Response by poster: Good info already, thanks everyone. I'm going to try to tone it down, especially in the morning, by subbing plain Greek yogurt for the Noosa (should only be slightly less convenient...) and hopefully not drinking this stupid Red Bull anymore once I can find a low-sugar substitute for my caffeine addiction.
posted by easter queen at 11:08 AM on September 16, 2015

Also I didn't comment on the non-sugar carbs since there aren't as many evidence-based recommendations out there, but from what I've read, a similar "eat only in moderation" strategy makes sense for simple carbs like bread. They're not particularly healthy choices, and will definitely cause health problems if you eat them too often, but it's not like it's poison, you just don't want to overload your body's compensating mechanisms too much. What amount is "too much" is pretty ambiguous right now scientifically, but I wouldn't be worried at all about a single slice of bread per day if you aren't eating any other simple carbs in a day. For myself, I usually try not to eat simple carbs at more than one meal a day, or in vast quantities at one meal, for what that's worth.

So labels and make sure your diet doesn't have a disproportionate amount of calories coming from free sugars or simple carbs in it (remember to include seemingly-innocent stuff like canned soup, yogurt, peanut butter etc as well as the obvious culprits like red bull). I said earlier that your diet seems fine but I shouldn't have, since I can't really comment on that without you adding up those numbers.
posted by randomnity at 11:09 AM on September 16, 2015

This may be a useful resource for you - /r/vegetarianketo/. Check out the sidebar for links.
posted by pyro979 at 11:10 AM on September 16, 2015

Best answer: I found this article on sugar to be enlightening:
posted by aniola at 11:13 AM on September 16, 2015

If you're not getting enough multivitamins from your diet, consider taking a multivitamin as a supplement.
posted by aniola at 11:15 AM on September 16, 2015

Red Bull makes a zero carb version.
posted by disconnect at 12:24 PM on September 16, 2015

As far as the sugar/carbs --> diabetes connection, if you're interested you could consider actually testing what various foods do to your blood sugar... you can buy a cheap blood sugar meter (like the CVS TrueResult system, comes with 10 test strips; you can get more strips on Amazon) and actually see how your blood sugar reacts to various foods (i.e. how much higher your blood sugar is an hour or two after meals versus before them.) Some people don't spike much at all no matter what they eat, and are probably less likely to develop diabetes (although it doesn't hurt to check back every few years)-- see here re: what is "normal". Other people who are potentially on the pathway to diabetes will be somewhat reactive (though well short of diabetic levels) and it may make sense to minimize the specific foods that spike you, to keep your blood sugar control from worsening over time.

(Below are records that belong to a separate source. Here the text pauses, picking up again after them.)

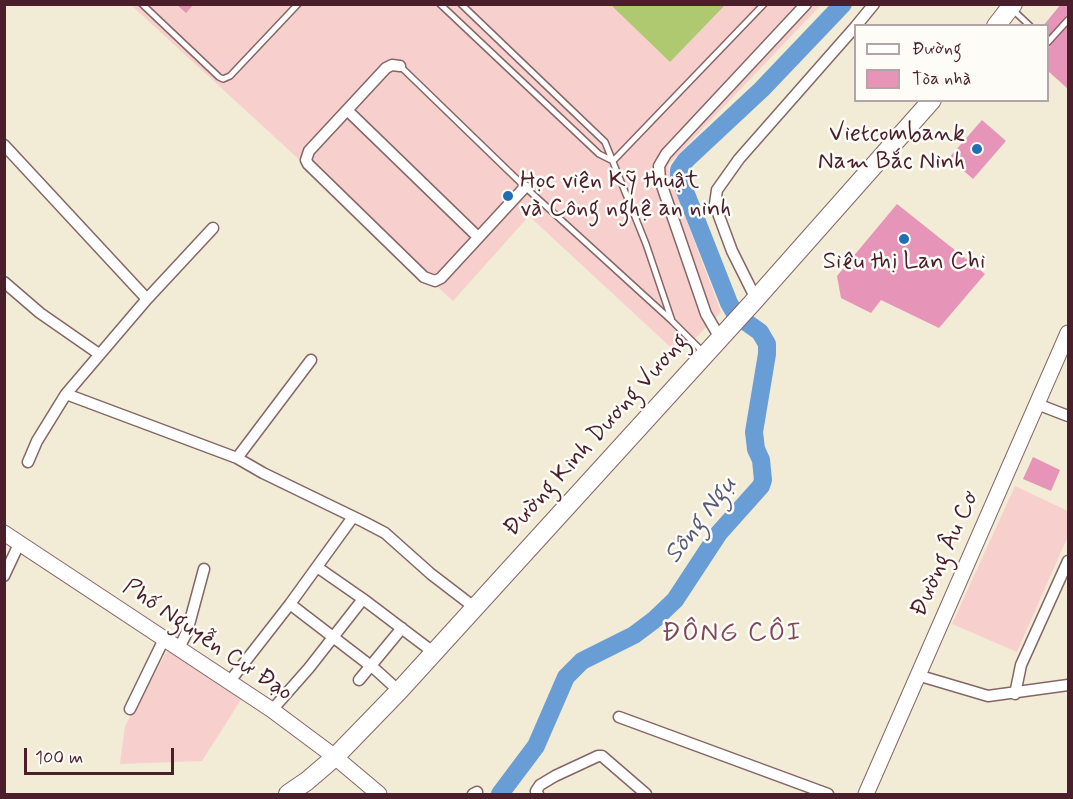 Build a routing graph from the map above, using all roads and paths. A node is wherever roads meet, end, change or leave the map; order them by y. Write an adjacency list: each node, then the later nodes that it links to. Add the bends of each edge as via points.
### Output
1 (142, 4): 2 (lane, via 223,79)
2 (298, 4)
3 (440, 4): 19 (lane, via 599,154)
4 (461, 4): 19 (lane, via 605,142)
5 (764, 4): 19 (lane)
6 (806, 4): 28 (street, via 659,166 660,180 706,314)
7 (874, 4): 10 (street)
8 (1012, 6): 11 (highway); 12 (lane)
9 (1068, 20): 14 (lane)
10 (858, 24)
11 (998, 24)
12 (1028, 24)
13 (854, 28): 25 (street, via 739,159 717,190 715,204 719,216)
14 (1049, 40)
15 (400, 66): 17 (street, via 386,68); 20 (lane)
16 (930, 102): 25 (highway, Đường Kinh Dương Vương)
17 (347, 110): 22 (street); 22 (street, via 309,151 306,160 415,269 429,280 441,278)
18 (4, 145): 24 (street)
19 (613, 161): 26 (lane)
20 (525, 187): 22 (street); 26 (lane)
21 (213, 228): 24 (street)
22 (478, 237)
23 (4, 282): 29 (street)
24 (147, 299): 29 (street)
25 (755, 300): 28 (highway, Đường Kinh Dương Vương)
26 (672, 321): 30 (lane)
27 (1068, 333): 33 (main road, Đường Âu Cơ)
28 (722, 336): 30 (highway, Đường Kinh Dương Vương)
29 (99, 354): 32 (street)
30 (705, 355): 48 (highway, Đường Kinh Dương Vương)
31 (311, 360): 35 (street)
32 (66, 394): 35 (street); 36 (street)
33 (1037, 404): 34 (street); 55 (main road, Đường Âu Cơ)
34 (1068, 416)
35 (237, 458): 37 (street)
36 (28, 462)
37 (353, 517): 41 (street); 48 (street, via 385,533)
38 (4, 533): 39 (main road, Phố Nguyễn Cư Đạo)
39 (19, 543): 43 (street); 51 (main road, Phố Nguyễn Cư Đạo)
40 (1068, 561): 44 (street)
41 (317, 567): 46 (street); 47 (street)
42 (204, 569): 52 (street)
43 (4, 576)
44 (1055, 591): 45 (street); 60 (street, via 1021,665)
45 (1068, 594)
46 (363, 598): 49 (street); 50 (street)
47 (290, 603): 50 (street); 57 (street)
48 (474, 607): 53 (highway, Đường Kinh Dương Vương)
49 (402, 628): 53 (street); 54 (street)
50 (333, 637): 54 (street); 62 (street)
51 (164, 639): 52 (main road, Phố Nguyễn Cư Đạo); 61 (street)
52 (179, 648): 57 (main road, Phố Nguyễn Cư Đạo)
53 (433, 652): 59 (highway, Đường Kinh Dương Vương)
54 (370, 666): 56 (street); 59 (street)
55 (917, 675): 60 (street, via 988,696); 65 (main road, Đường Âu Cơ)
56 (359, 680)
57 (230, 681): 62 (main road, Phố Nguyễn Cư Đạo)
58 (1068, 685): 60 (street)
59 (399, 691): 64 (highway, Đường Kinh Dương Vương)
60 (1015, 694)
61 (130, 709)
62 (272, 710): 64 (main road, Phố Nguyễn Cư Đạo)
63 (618, 717): 70 (street)
64 (335, 757): 66 (highway, Đường Kinh Dương Vương); 67 (main road, Phố Nguyễn Cư Đạo)
65 (872, 793)
66 (288, 795)
67 (379, 795)
68 (538, 795): 69 (street, via 540,785 597,756 603,756)
69 (646, 795)
70 (828, 795) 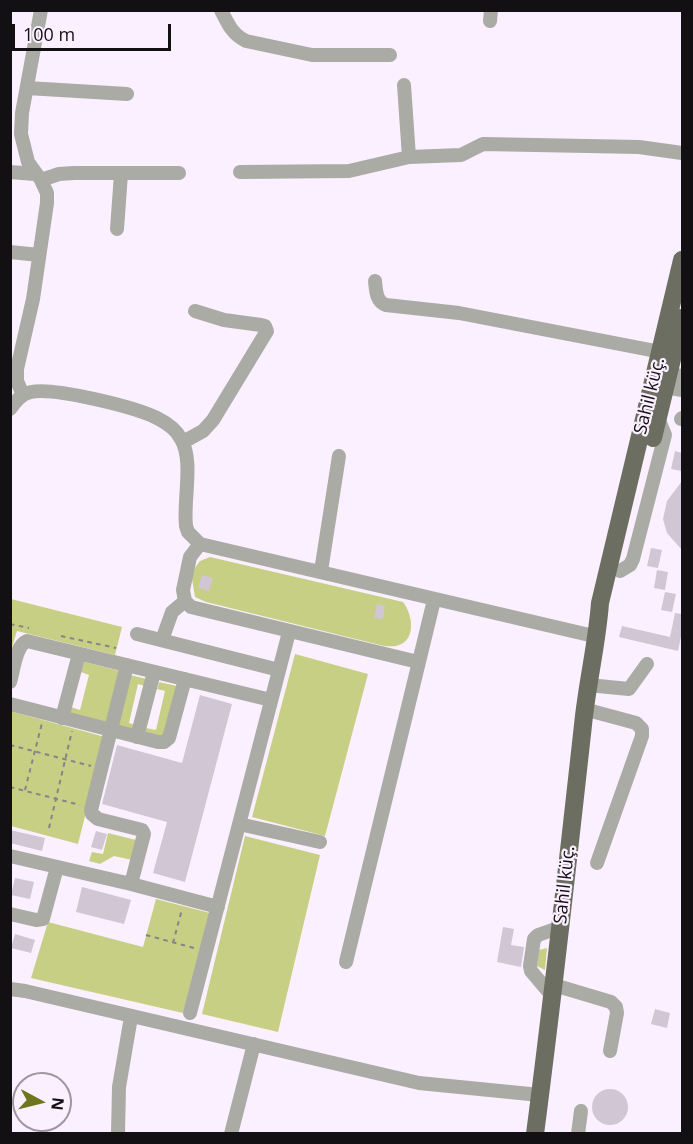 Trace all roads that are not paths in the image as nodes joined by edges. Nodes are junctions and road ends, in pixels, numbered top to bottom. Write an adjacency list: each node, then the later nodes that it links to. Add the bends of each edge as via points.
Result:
1 (41, 10): 5 (street)
2 (221, 10): 3 (street, via 229,27 246,41 312,55)
3 (390, 55)
4 (404, 86): 8 (street)
5 (27, 88): 6 (street); 13 (street, via 21,134 28,162)
6 (127, 94)
7 (682, 153): 8 (street, via 639,147 483,144 460,155)
8 (409, 157): 10 (street, via 349,171)
9 (10, 172): 13 (street)
10 (240, 172)
11 (121, 174): 12 (street); 13 (street); 14 (street)
12 (179, 174)
13 (38, 177): 16 (street, via 47,193)
14 (117, 229)
15 (10, 252): 16 (street)
16 (39, 255): 23 (street, via 17,369)
17 (682, 260): 21 (main road, Sahil küç.)
18 (375, 281): 21 (street, via 378,300 386,305 459,312)
19 (195, 311): 25 (street, via 265,326 267,331 213,420)
20 (682, 318): 22 (main road, Sahil küç.)
21 (661, 352): 33 (main road, Sahil küç., via 603,589)
22 (675, 382): 33 (main road, Sahil küç., via 658,418 611,606)
23 (23, 395): 24 (street); 25 (street, via 62,392 148,414 168,424)
24 (10, 409)
25 (183, 442): 27 (street, via 187,462 186,526)
26 (339, 456): 28 (street)
27 (200, 544): 28 (street); 30 (street, via 190,556 183,590)
28 (321, 571): 29 (street)
29 (434, 600): 33 (street); 36 (street)
30 (185, 601): 31 (street, via 199,610); 34 (street, via 172,612)
31 (289, 632): 36 (street); 39 (street)
32 (137, 634): 34 (street)
33 (598, 637): 43 (main road, Sahil küç.)
34 (162, 640): 39 (street)
35 (79, 654): 38 (street); 42 (street, via 24,642); 47 (street)
36 (418, 662): 59 (street)
37 (647, 664): 43 (street, via 629,689)
38 (127, 665): 40 (street); 48 (street)
39 (279, 670): 44 (street)
40 (154, 672): 41 (street); 49 (street)
41 (185, 679): 44 (street); 49 (street, via 169,738 158,742)
42 (10, 682)
43 (588, 685): 46 (main road, Sahil küç.)
44 (271, 700): 50 (street)
45 (10, 704): 47 (street)
46 (584, 709): 53 (street, via 636,723 642,729); 58 (main road, Sahil küç.)
47 (62, 718): 48 (street)
48 (110, 730): 49 (street); 55 (street, via 91,810 98,819 142,830)
49 (137, 737)
50 (239, 824): 51 (street); 56 (street)
51 (320, 842)
52 (10, 856): 54 (street)
53 (597, 863)
54 (57, 867): 55 (street); 57 (street, via 43,919)
55 (131, 884): 56 (street)
56 (218, 907): 62 (street)
57 (10, 914)
58 (561, 927): 61 (main road, Sahil küç.); 61 (street, via 534,939 530,966)
59 (346, 962)
60 (10, 989): 63 (street)
61 (553, 991): 65 (street, via 611,1002 616,1007); 66 (main road, Sahil küç.)
62 (190, 1013)
63 (131, 1017): 64 (street); 68 (street, via 119,1087)
64 (254, 1044): 66 (street, via 432,1086); 69 (street)
65 (610, 1051)
66 (540, 1095): 70 (main road, Sahil küç.)
67 (581, 1111): 71 (street)
68 (118, 1134)
69 (231, 1134)
70 (535, 1134)
71 (578, 1134)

I fall in the latter category (I have a family history too, which is why I wanted to look into this in the first place), and having a blood sugar monitor and testing occasionally has actually been really helpful for me in getting concrete about what kinds of foods I should minimize and which I don't need to worry about... some sugary/carby things actually don't change my blood sugar much at all so I don't worry much about them, whereas other things I'm surprisingly reactive to and either cut out of my diet if I don't care about them or try to cut back on portion size/frequency if they're things I love (blood sugar testing helps me figure out the right portion sizes too! my personal goal is to keep my blood sugar levels under 140 one hour after eating, so I shrink portions as necessary to get there.)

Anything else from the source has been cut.